Word for word, repeat the data; no picture should appear in the result.

Extracted records:
● ● ● ●
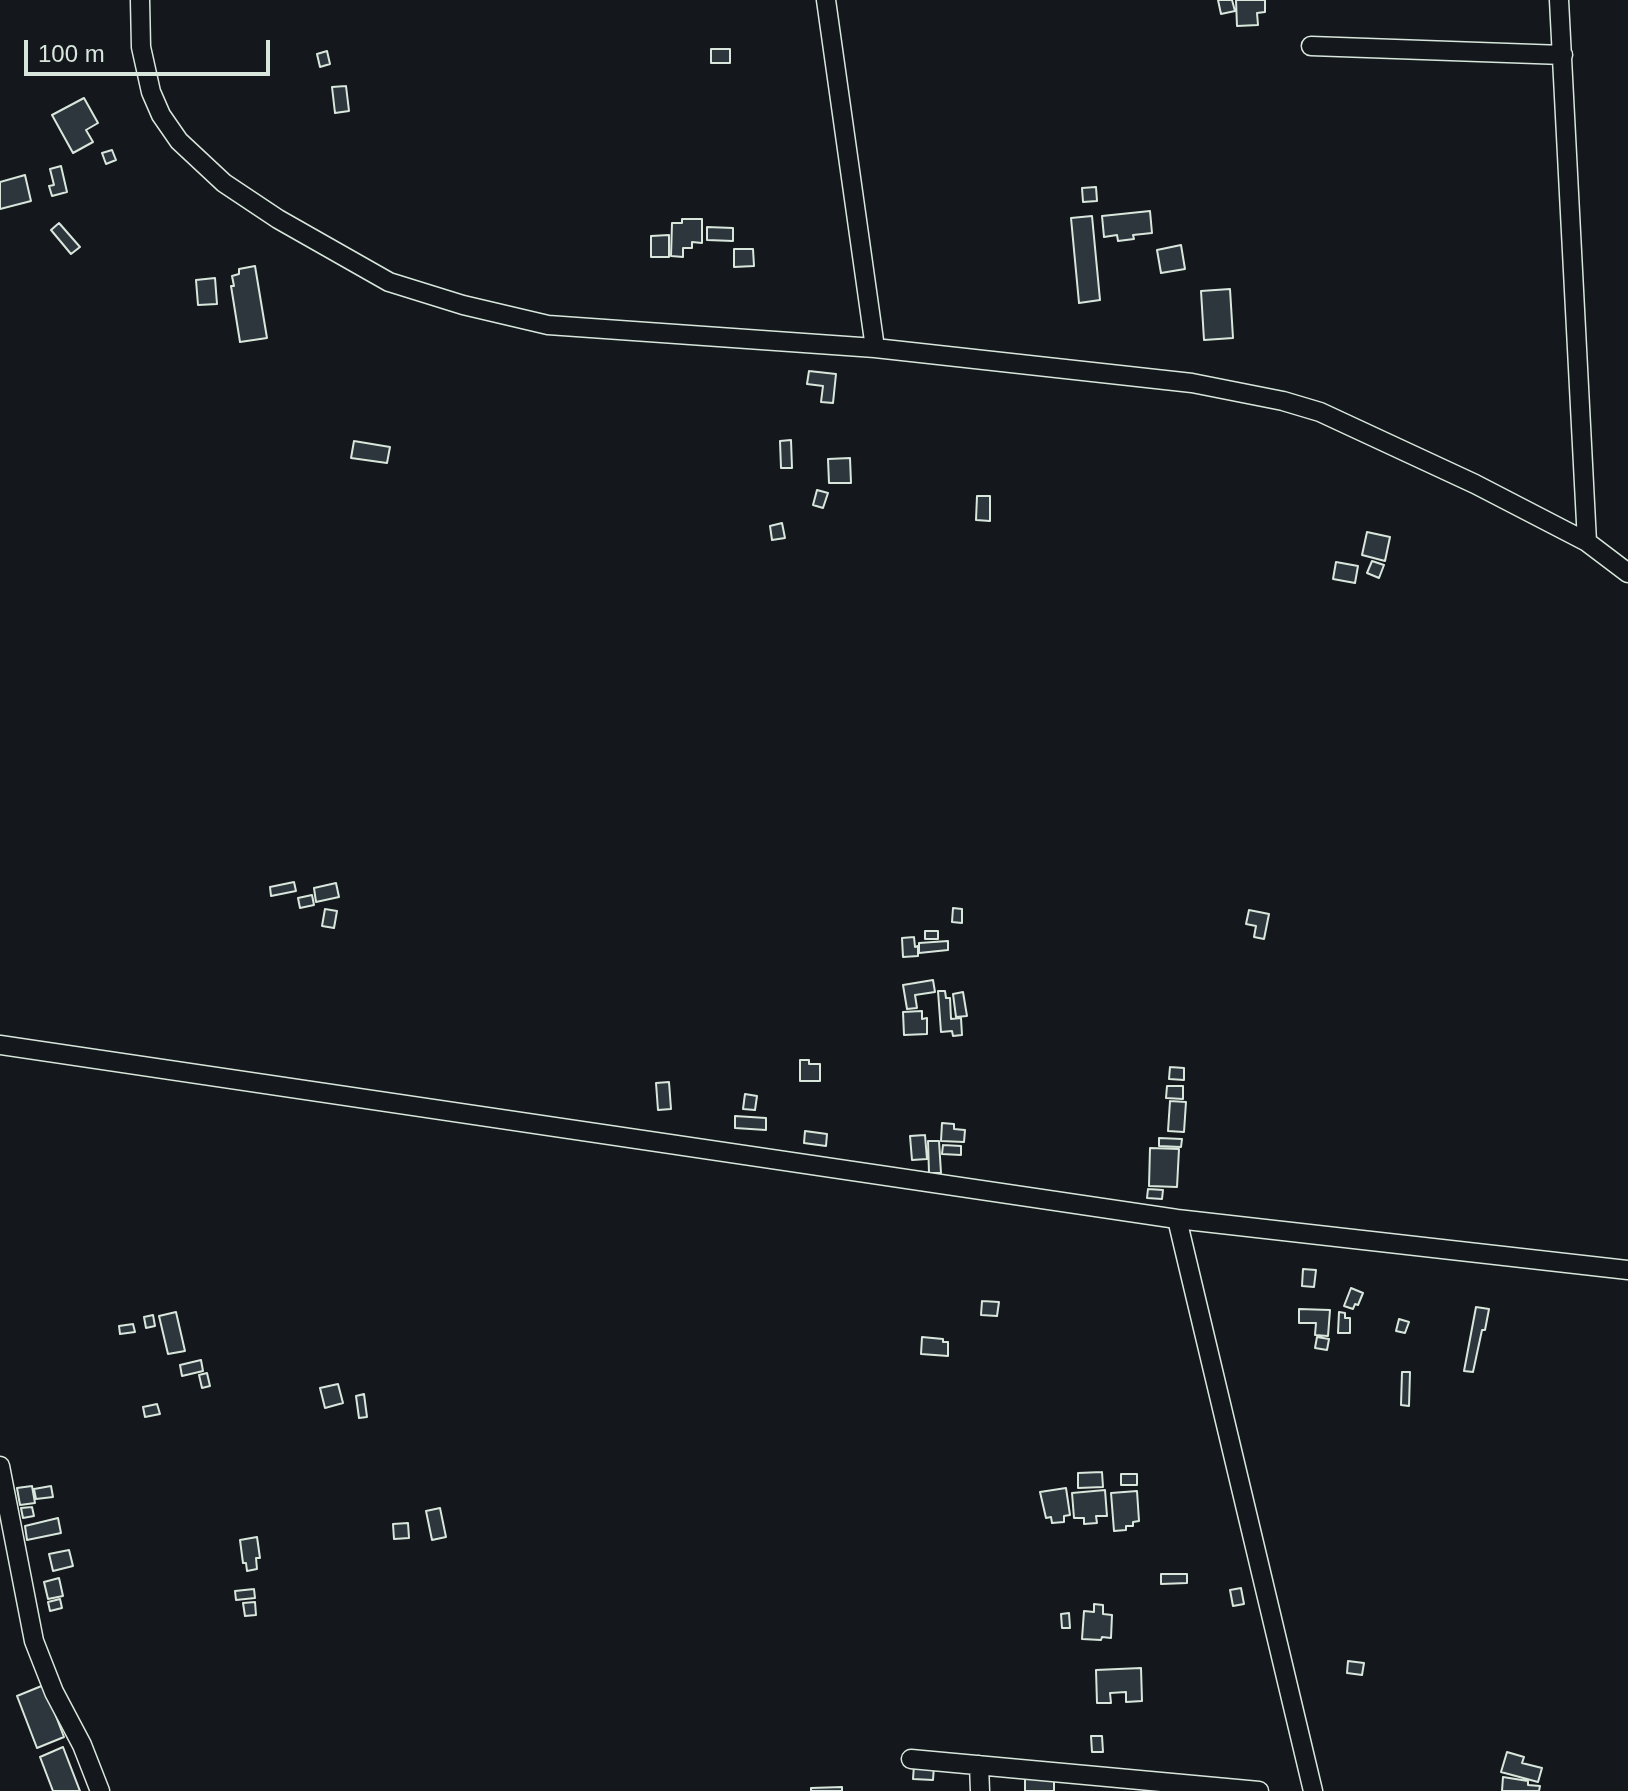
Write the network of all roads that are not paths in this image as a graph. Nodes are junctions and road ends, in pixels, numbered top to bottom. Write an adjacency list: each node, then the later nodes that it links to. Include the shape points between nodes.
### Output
1 (140, 0): 6 (street, via 141,47 151,92 179,141 224,183 389,282 548,325)
2 (826, 0): 6 (street)
3 (1559, 0): 5 (street)
4 (1311, 46): 5 (street)
5 (1563, 55): 7 (street)
6 (875, 348): 7 (street, via 1192,383 1283,401 1364,431)
7 (1587, 542): 8 (street)
8 (1628, 573)
9 (0, 1045): 10 (street)
10 (1177, 1219): 11 (street); 18 (street)
11 (1628, 1270)
12 (0, 1466): 15 (street, via 34,1641)
13 (911, 1759): 14 (street)
14 (979, 1765): 16 (street); 17 (street)
15 (100, 1791)
16 (980, 1791)
17 (1259, 1791)
18 (1313, 1791)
● ● ● ●
**RESULT**
Write the network of all roads that are not paths in this image as a graph. Nodes are junctions and road ends, in pixels, numbered top to bottom. Write an adjacency list: each node, then the later nodes that it links to. Include the shape points between nodes.
### Output
1 (140, 0): 6 (street, via 141,47 151,92 179,141 224,183 389,282 548,325)
2 (826, 0): 6 (street)
3 (1559, 0): 5 (street)
4 (1311, 46): 5 (street)
5 (1563, 55): 7 (street)
6 (875, 348): 7 (street, via 1192,383 1283,401 1364,431)
7 (1587, 542): 8 (street)
8 (1628, 573)
9 (0, 1045): 10 (street)
10 (1177, 1219): 11 (street); 18 (street)
11 (1628, 1270)
12 (0, 1466): 15 (street, via 34,1641)
13 (911, 1759): 14 (street)
14 (979, 1765): 16 (street); 17 (street)
15 (100, 1791)
16 (980, 1791)
17 (1259, 1791)
18 (1313, 1791)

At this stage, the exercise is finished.